The mutex (and the HYP page table structure) really should stay
private to the MMU code. Just add a new helper that will take the lock
and use hyp_pgtable.

>  		if (err) {
>  			kvm_err("Cannot map hyp stack\n");
>  			goto out_err;
>  		}
> +
> +		/*
> +		 * Save the stack PA in nvhe_init_params.
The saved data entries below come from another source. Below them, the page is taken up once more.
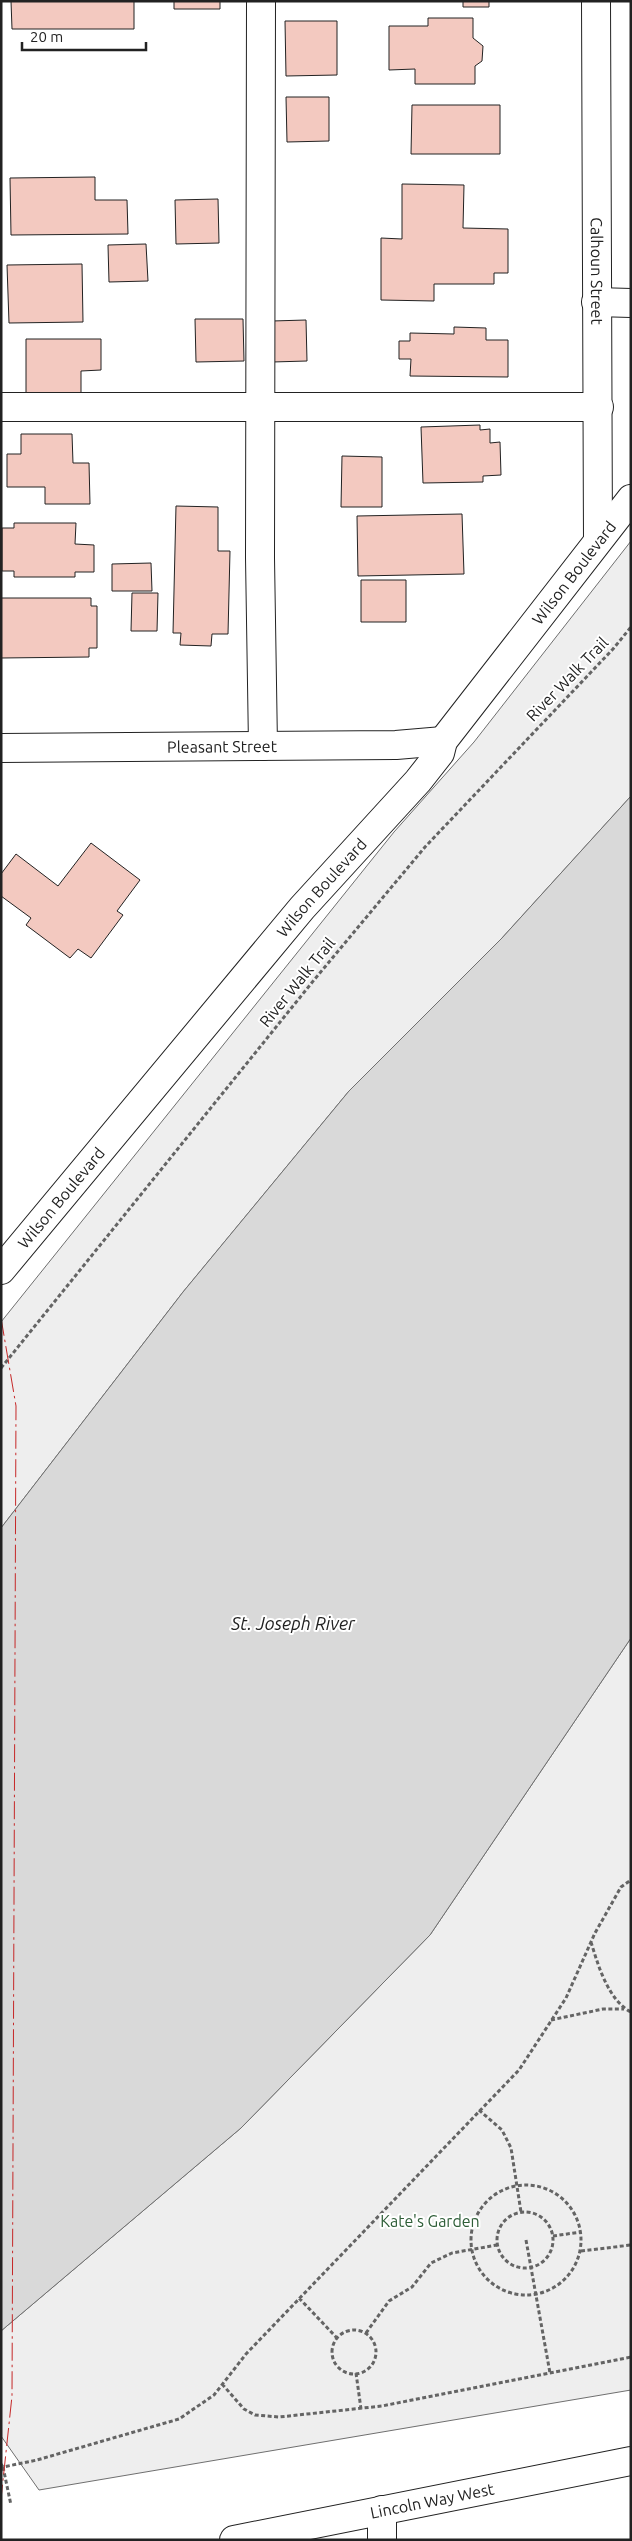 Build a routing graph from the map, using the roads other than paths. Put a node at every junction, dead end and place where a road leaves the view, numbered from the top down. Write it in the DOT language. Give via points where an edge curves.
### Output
graph roads {
  1 [pos="261,1"];
  2 [pos="596,1"];
  3 [pos="596,302"];
  4 [pos="631,303"];
  5 [pos="1,407"];
  6 [pos="262,407"];
  7 [pos="599,407"];
  8 [pos="631,499"];
  9 [pos="598,540"];
  10 [pos="443,741"];
  11 [pos="262,746"];
  12 [pos="1,748"];
  13 [pos="1,1270"];
  14 [pos="631,2461"];
  15 [pos="382,2510"];
  16 [pos="234,2540"];
  17 [pos="382,2540"];
  1 -- 6 [label="street"];
  2 -- 3 [label="street, Calhoun Street"];
  3 -- 4 [label="street"];
  3 -- 7 [label="street, Calhoun Street"];
  5 -- 6 [label="street"];
  6 -- 7 [label="street"];
  6 -- 11 [label="street"];
  7 -- 9 [label="street, Calhoun Street"];
  8 -- 9 [label="street, Wilson Boulevard"];
  9 -- 10 [label="street, Wilson Boulevard"];
  10 -- 11 [label="street, Pleasant Street" via="396,745"];
  10 -- 13 [label="street, Wilson Boulevard" via="440,753 418,781 302,908"];
  11 -- 12 [label="street, Pleasant Street"];
  14 -- 15 [label="street, Lincoln Way West"];
  15 -- 16 [label="street, Lincoln Way West"];
  15 -- 17 [label="street"];
} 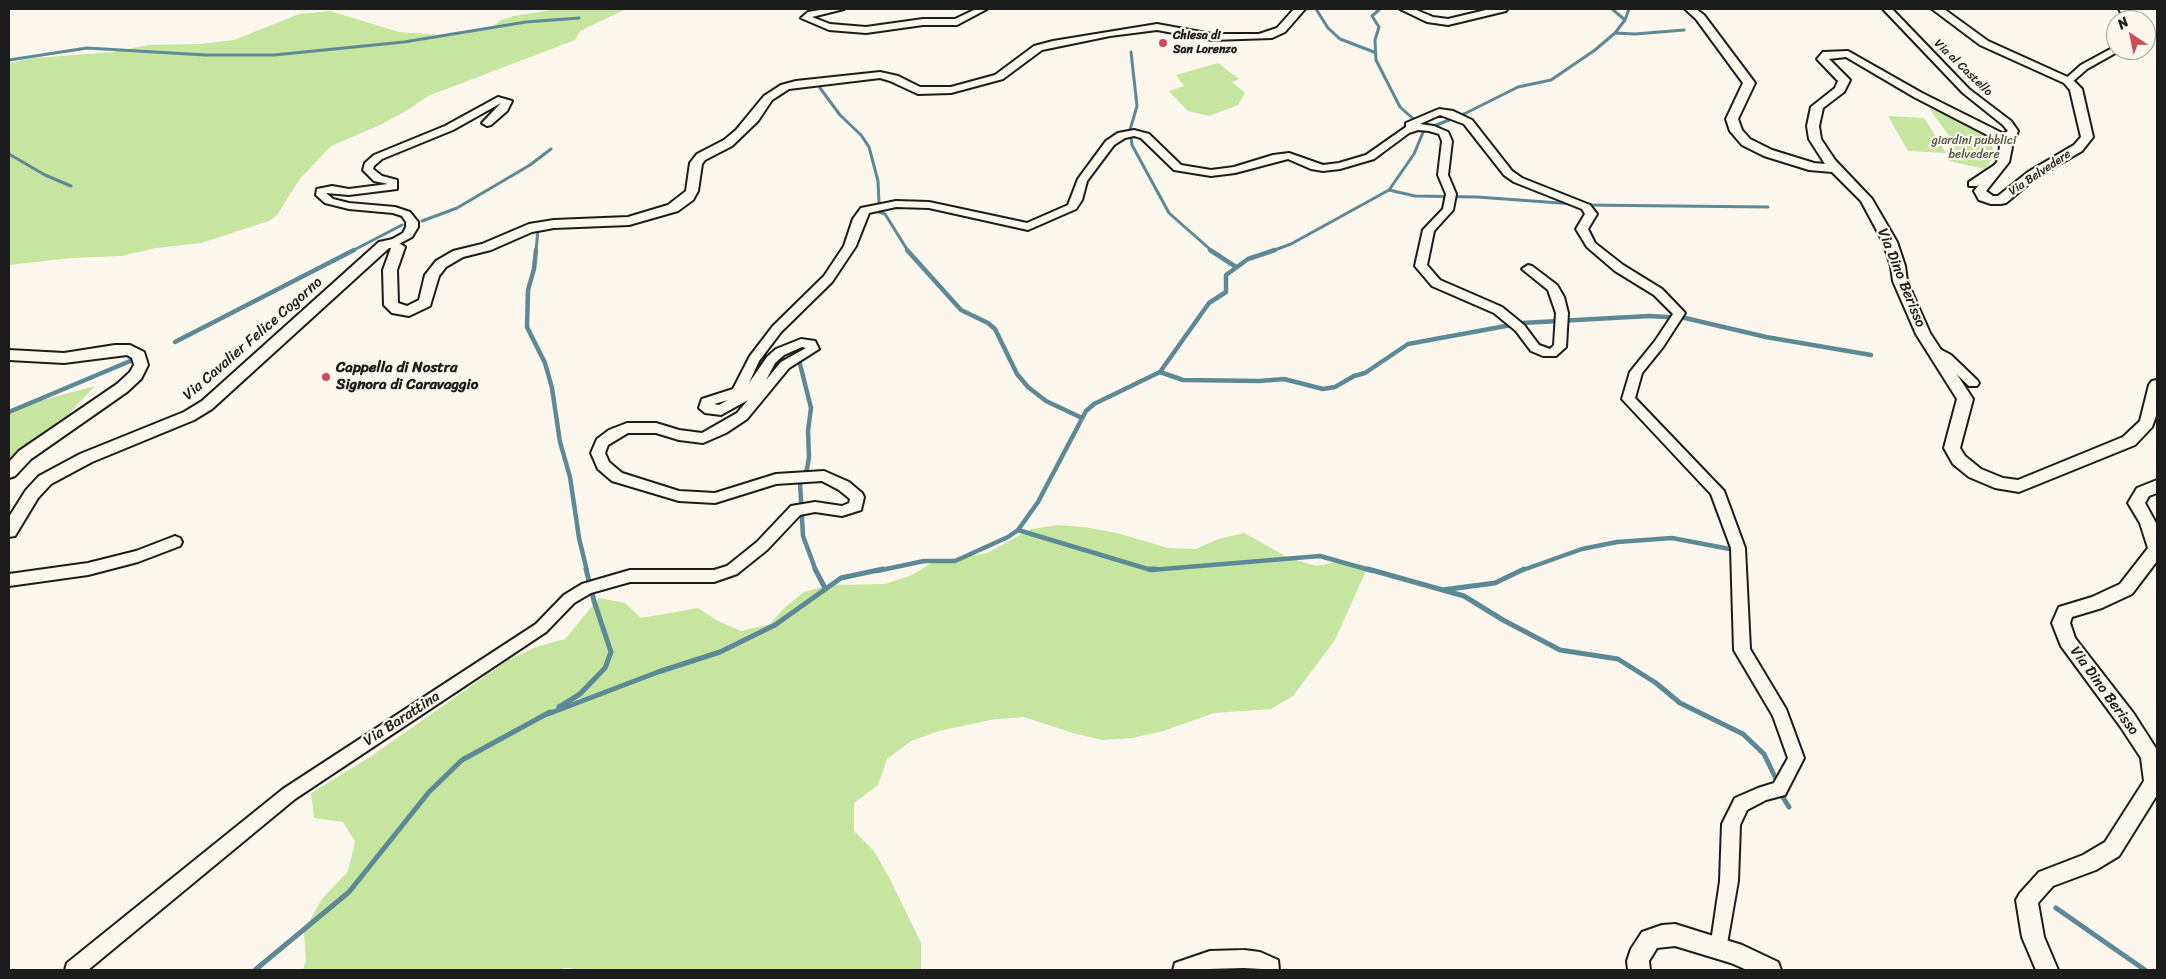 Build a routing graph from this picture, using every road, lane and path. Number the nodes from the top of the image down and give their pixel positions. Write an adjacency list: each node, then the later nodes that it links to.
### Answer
1 (840, 9): 2 (street)
2 (982, 9)
3 (1300, 9): 17 (street)
4 (1405, 9): 5 (street)
5 (1502, 9)
6 (1690, 9): 15 (street)
7 (1887, 9): 13 (street, Via al Castello)
8 (1938, 9): 10 (street)
9 (2106, 54): 10 (street)
10 (2068, 81): 14 (street, Via Belvedere)
11 (487, 123): 17 (street, Via Cavalier Felice Cogorno)
12 (1405, 131): 18 (street); 29 (street); 31 (street, Via Barattina)
13 (2002, 138): 14 (street); 15 (street, Via Dino Berisso)
14 (2003, 162): 16 (street)
15 (1836, 168): 19 (street, Via Dino Berisso)
16 (1973, 184)
17 (393, 243): 25 (street, Via Cavalier Felice Cogorno)
18 (1528, 269)
19 (1932, 349): 21 (street); 22 (street, Via Dino Berisso)
20 (9, 355): 23 (street)
21 (1973, 383)
22 (2157, 385)
23 (9, 472)
24 (2157, 486): 27 (street, Via Dino Berisso)
25 (9, 531)
26 (175, 542): 28 (street)
27 (2157, 549): 35 (street, Via Dino Berisso)
28 (9, 580)
29 (1718, 949): 30 (street); 34 (street)
30 (1635, 967)
31 (74, 970)
32 (1182, 970): 33 (street)
33 (1270, 970)
34 (1770, 970)
35 (2047, 970) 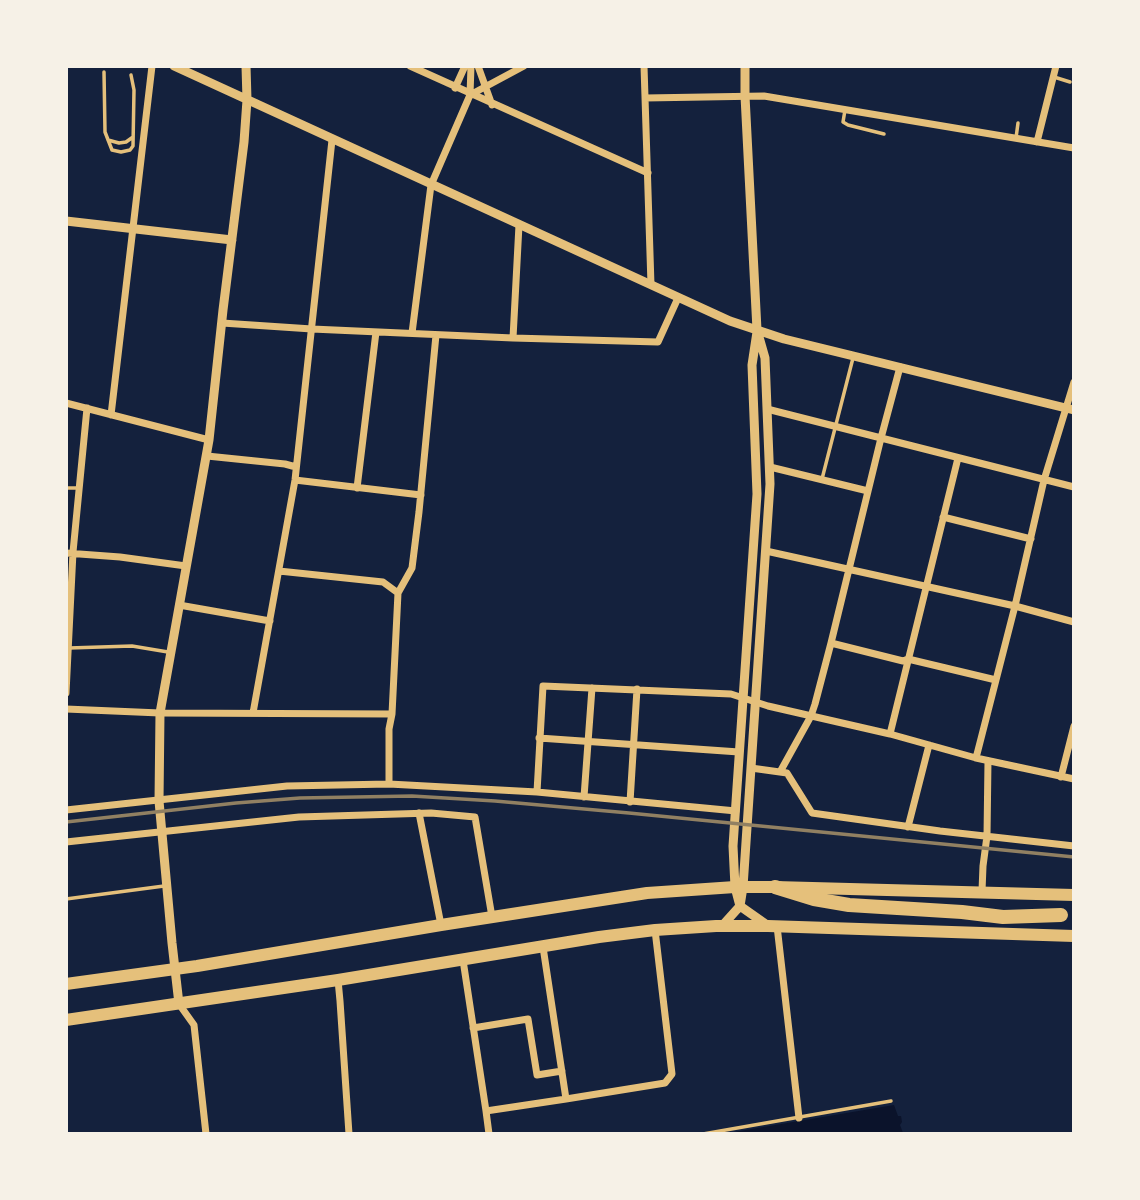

This will be needed
> +		 * to recreate the stack mapping in protected nVHE mode.
> +		 * __hyp_pa() won't do the right thing there, since the stack
> +		 * has been mapped in the flexible private VA space.
> +		 */
> +		params->stack_pa = __pa(stack_page);
> +
> +		params->stack_hyp_va = hyp_addr + (2 * PAGE_SIZE);
>  	}
>  
>  	for_each_possible_cpu(cpu) {
> diff --git a/arch/arm64/kvm/mmu.c b/arch/arm64/kvm/mmu.c
> index 3d3efea4e991..a54f00bd06cc 100644
> --- a/arch/arm64/kvm/mmu.c
> +++ b/arch/arm64/kvm/mmu.c
> @@ -22,8 +22,8 @@
>  
>  #include "trace.h"
>  
> -static struct kvm_pgtable *hyp_pgtable;
> -static DEFINE_MUTEX(kvm_hyp_pgd_mutex);
> +struct kvm_pgtable *hyp_pgtable;
> +DEFINE_MUTEX(kvm_hyp_pgd_mutex);
>  
>  static unsigned long hyp_idmap_start;
>  static unsigned long hyp_idmap_end;

Thanks,

	M.

-- 
Without deviation from the norm, progress is not possible.